Ich darf am Rande hinzufügen: Zu keinem Zeitpunkt in der Geschichte der Integrierten Gesamt

schulen in Niedersachsen hat es einen derartigen pädagogischen Gestaltungsspielraum einschließlich der materiellen Absicherung, also der Unterrichtsstundensicherung, gegeben.

(Beifall bei der CDU und bei der FDP)

Dies zu dem Vorwurf aus den Reihen der Opposition, wir würden zu wenig Rücksicht auf die Gestaltungsspielräume der Integrierten Gesamtschulen nehmen.

Kurzum: Jede Gesamtschule kann dieses Konzept in den Schuljährgängen 5 bis 8 auf jeden Fall umsetzen. Das Konzept der IGS Göttingen-Geismar zeichnet sich jedoch dadurch aus, dass in den Klassen 5 bis 10 alle Schülerinnen und Schüler ohne Aufteilung auf bestimmte Niveaustufen, Fachkurse usw. in Form eines besonderen Unterrichtsmodells unterrichtet werden.

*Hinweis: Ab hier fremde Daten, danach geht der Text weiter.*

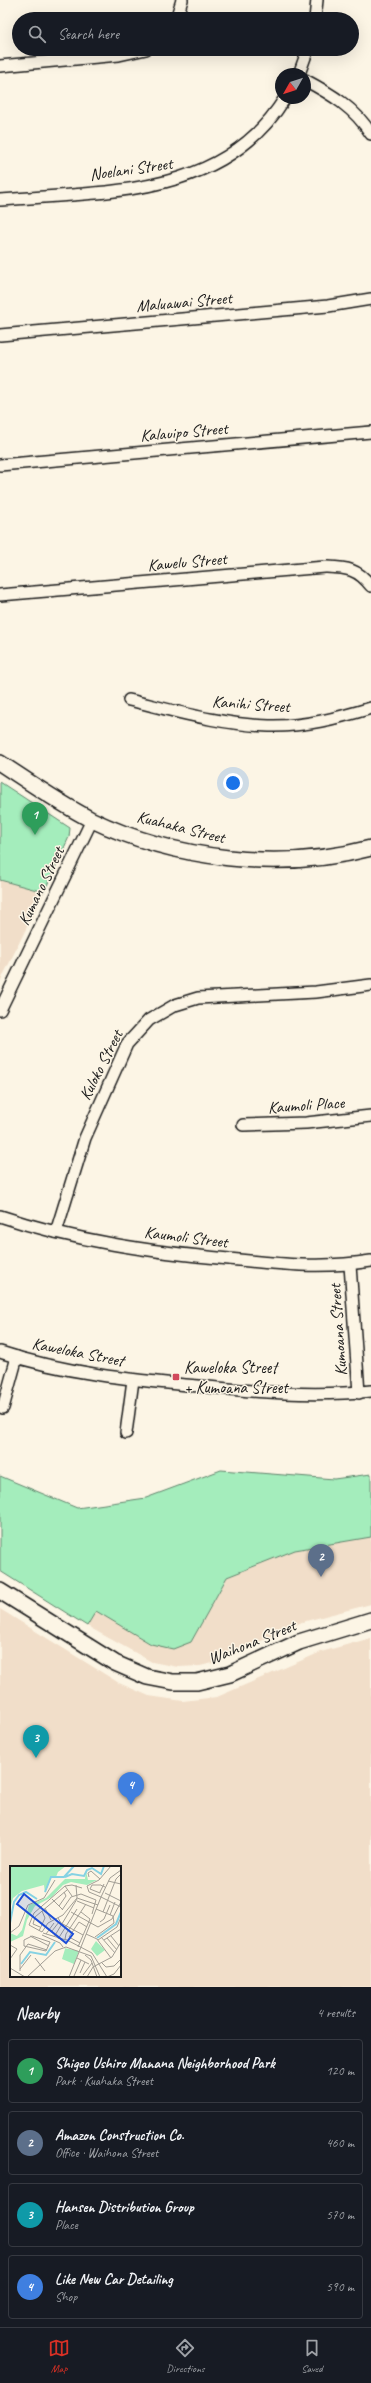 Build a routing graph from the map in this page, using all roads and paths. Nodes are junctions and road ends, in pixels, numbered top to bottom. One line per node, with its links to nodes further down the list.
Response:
1 (182, 0): 3 (street)
2 (317, 0): 4 (street)
3 (178, 12)
4 (316, 12)
5 (108, 56): 7 (street)
6 (305, 56): 8 (street)
7 (0, 66)
8 (301, 68)
9 (311, 84): 11 (street)
10 (281, 104): 12 (street, Noelani Street)
11 (371, 134)
12 (0, 200)
13 (371, 299): 14 (street, Maluawai Street)
14 (0, 335)
15 (371, 432): 16 (street, Kalauipo Street)
16 (0, 465)
17 (371, 586): 18 (street, Kawelu Street)
18 (0, 595)
19 (129, 700): 20 (street, Kanihi Street)
20 (371, 708)
21 (0, 763): 22 (street, Kuahaka Street)
22 (92, 820): 23 (street, Kuahaka Street); 25 (street, Kumano Street)
23 (371, 848)
24 (371, 985): 29 (street, Kuloko Street)
25 (0, 1010)
26 (371, 1116): 27 (street, Kaumoli Place)
27 (243, 1126)
28 (0, 1216): 29 (street, Kaumoli Street)
29 (56, 1232): 31 (street, Kaumoli Street)
30 (371, 1261): 31 (street, Kaumoli Street)
31 (350, 1265): 36 (street, Kumoana Street)
32 (0, 1352): 33 (street, Kaweloka Street)
33 (17, 1357): 34 (street, Kaweloka Street); 37 (street, Kaweloka Street)
34 (133, 1380): 36 (street, Kaweloka Street); 38 (street, Kaweloka Street)
35 (371, 1391): 36 (street, Kaweloka Street)
36 (359, 1393)
37 (3, 1408)
38 (126, 1433)
39 (0, 1591): 40 (street, Waihona Street)
40 (371, 1620) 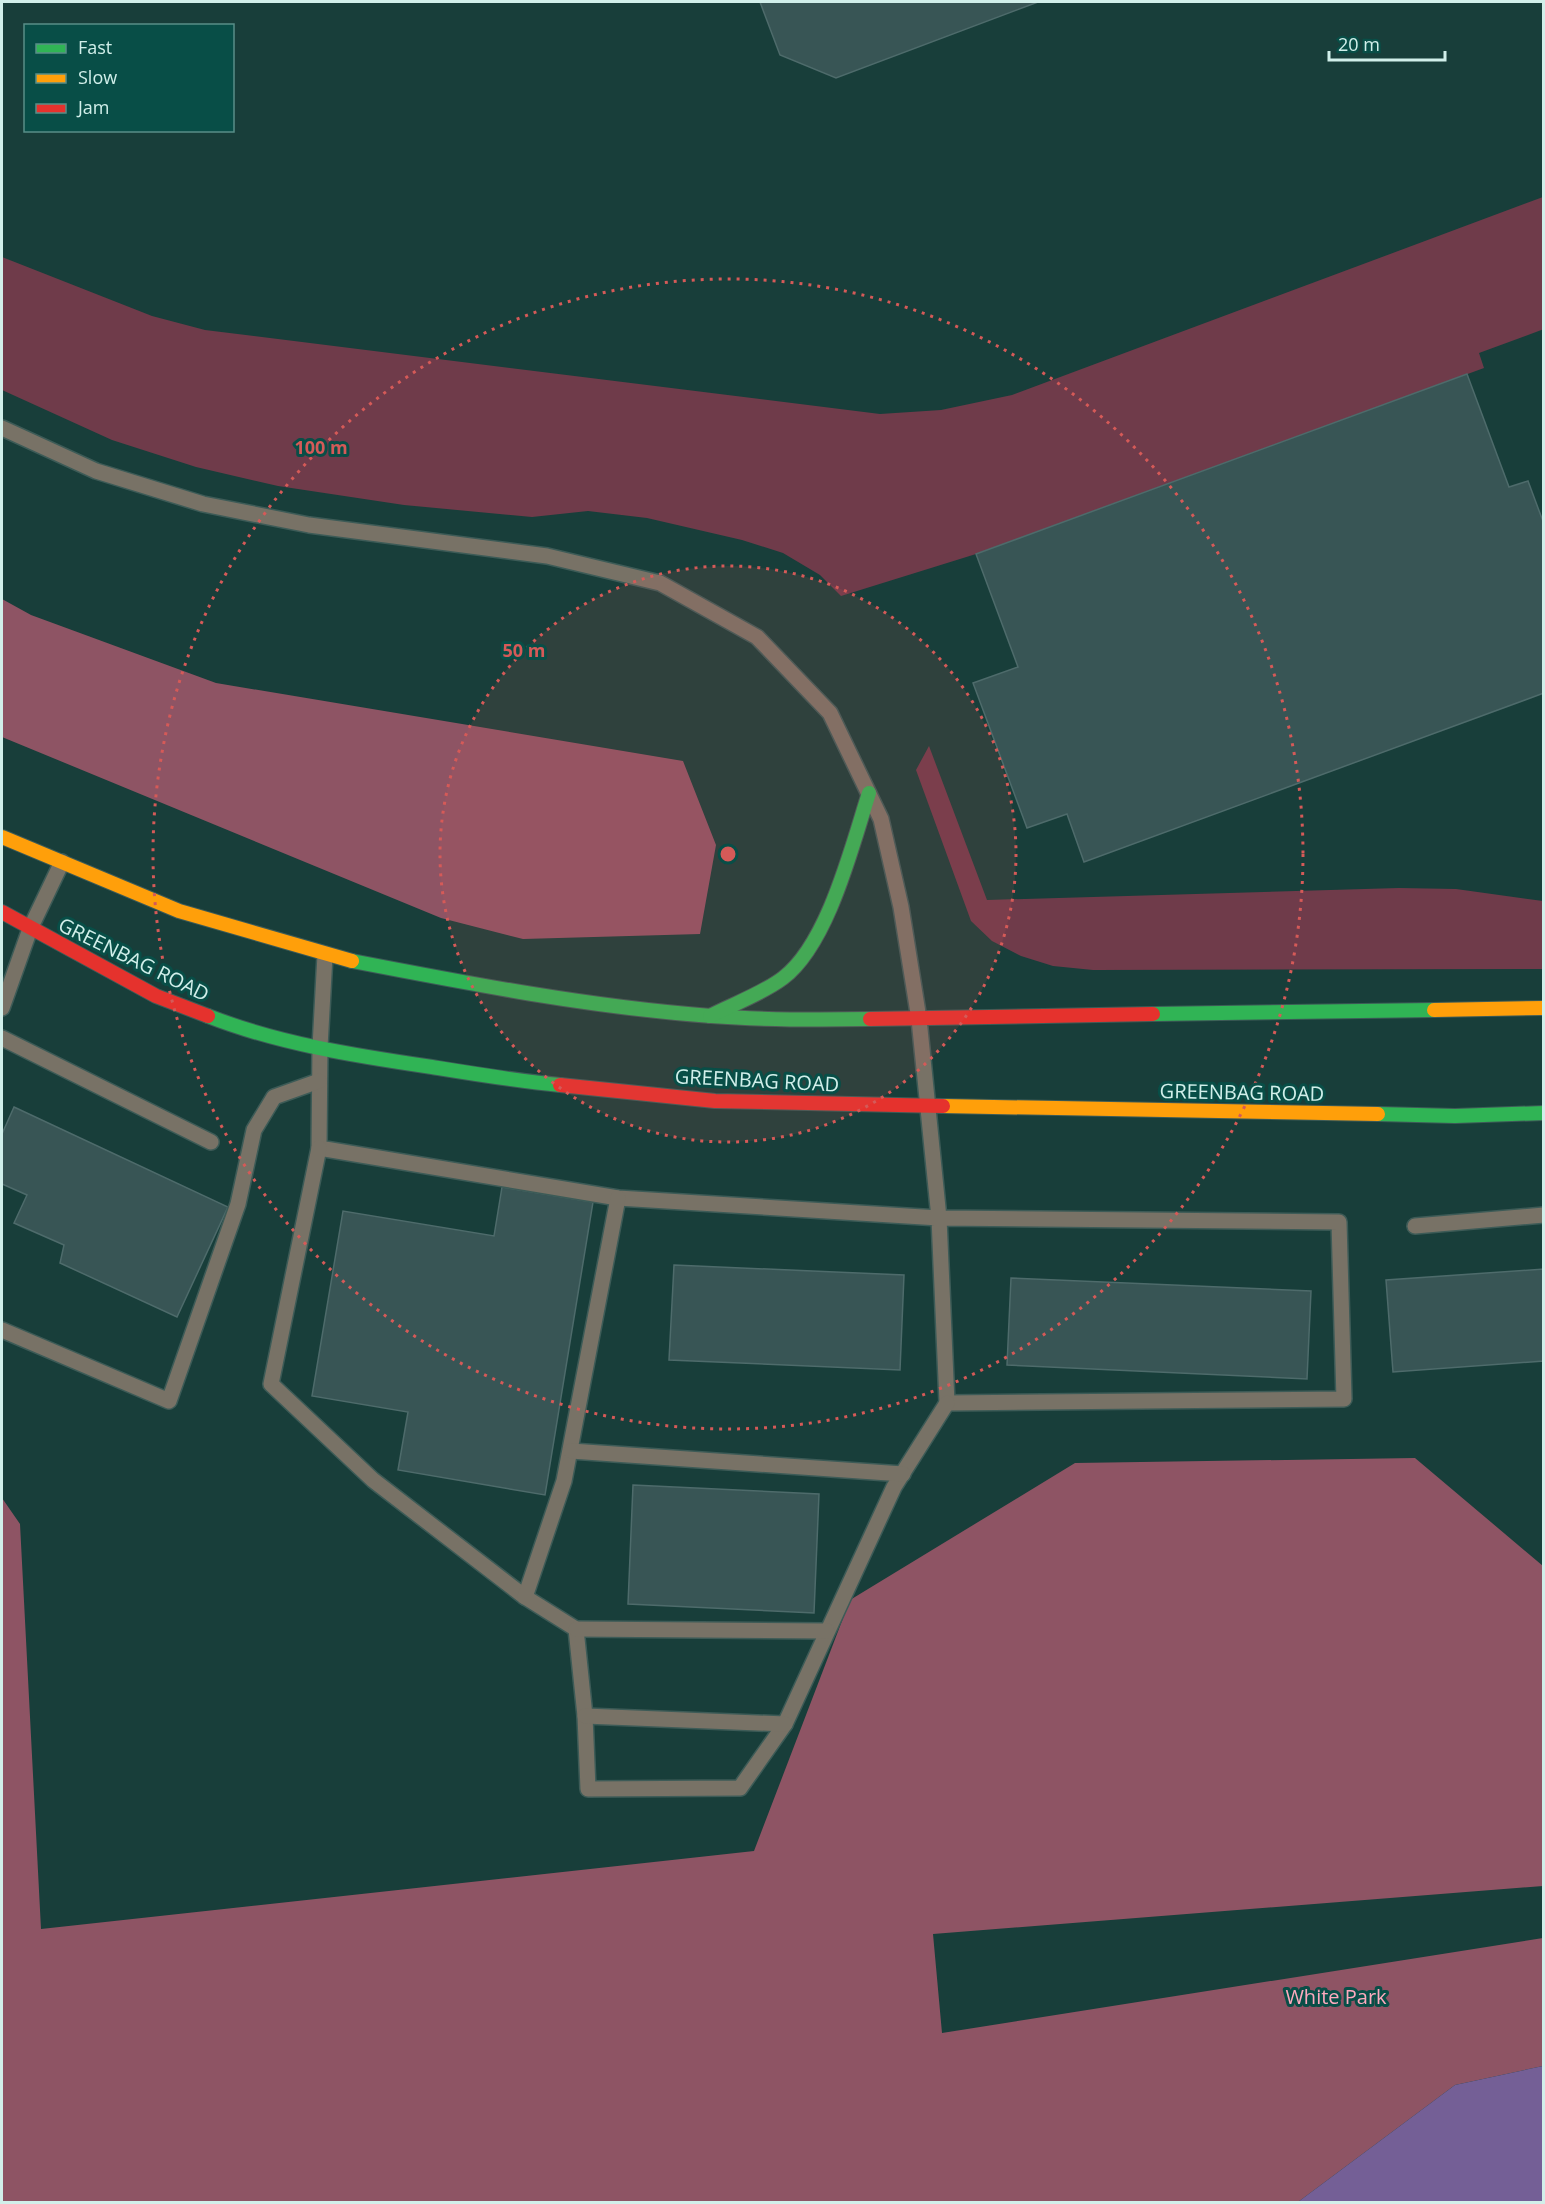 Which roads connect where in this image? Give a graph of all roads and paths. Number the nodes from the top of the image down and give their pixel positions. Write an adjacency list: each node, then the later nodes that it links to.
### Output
1 (2, 428): 2 (lane)
2 (869, 793): 10 (main road); 11 (lane)
3 (2, 837): 4 (main road)
4 (62, 862): 6 (lane); 7 (main road)
5 (2, 912): 6 (main road, GREENBAG ROAD)
6 (30, 929): 8 (lane); 13 (main road, GREENBAG ROAD)
7 (325, 955): 10 (main road); 13 (lane)
8 (2, 1008)
9 (1544, 1008): 11 (main road)
10 (710, 1016): 11 (main road)
11 (919, 1018): 15 (lane)
12 (2, 1038): 17 (lane)
13 (320, 1047): 14 (lane); 15 (main road, GREENBAG ROAD)
14 (319, 1082): 18 (lane); 23 (lane)
15 (927, 1106): 16 (main road, GREENBAG ROAD); 21 (lane)
16 (1544, 1113)
17 (211, 1142)
18 (319, 1149): 19 (lane); 27 (lane)
19 (618, 1198): 21 (lane); 25 (lane)
20 (1544, 1215): 22 (lane)
21 (939, 1218): 24 (lane); 24 (lane)
22 (1415, 1226)
23 (2, 1330)
24 (947, 1402): 26 (lane)
25 (571, 1451): 26 (lane); 27 (lane)
26 (903, 1474): 29 (lane)
27 (525, 1597): 28 (lane)
28 (576, 1629): 29 (lane); 30 (lane)
29 (827, 1631): 31 (lane)
30 (585, 1716): 31 (lane); 31 (lane)
31 (785, 1724)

Zum Schluss: Ich weiß, dass in Göttingen die Übergangsquoten zum Gymnasium im Vergleich mit anderen Regionen in Niedersachsen überproportional hoch sind. Deshalb mag es auf der einen Seite nicht verwunderlich sein, dass der gymnasiale Anteil der Schülerinnen und Schüler in der IGS Göttingen-Geismar deutlich über 60 % liegt. Ich will aber hinzufügen, dass das offensichtlich auch eine Ursache dafür ist, dass dieses pädagogische Konzept so erfolgreich funktioniert. Das kritisieren wir nicht, und wir haben ja auch einen Vorschlag auf den Tisch gelegt, mit dem der Erhalt dieses pädagogischen Konzepts aus unserer Sicht gesichert werden kann.

Die Lehrerstundentafel einer normalen IGS lässt - wenn man etwas tiefer in die Materie einsteigt und gerade vor dem Hintergrund des Vorschlags der Landesregierung - erwarten, dass das pädagogische Konzept der IGS Göttingen-Geismar mit Übungsstunden, mit Tutorenstunden usw. in den Schuljahrgängen 5 bis 10 im Wesentlichen ohne Abstriche umgesetzt werden kann. Dazu hat die Schulleitung meines Wissens ja auch einen entsprechenden Vorschlag vorgelegt.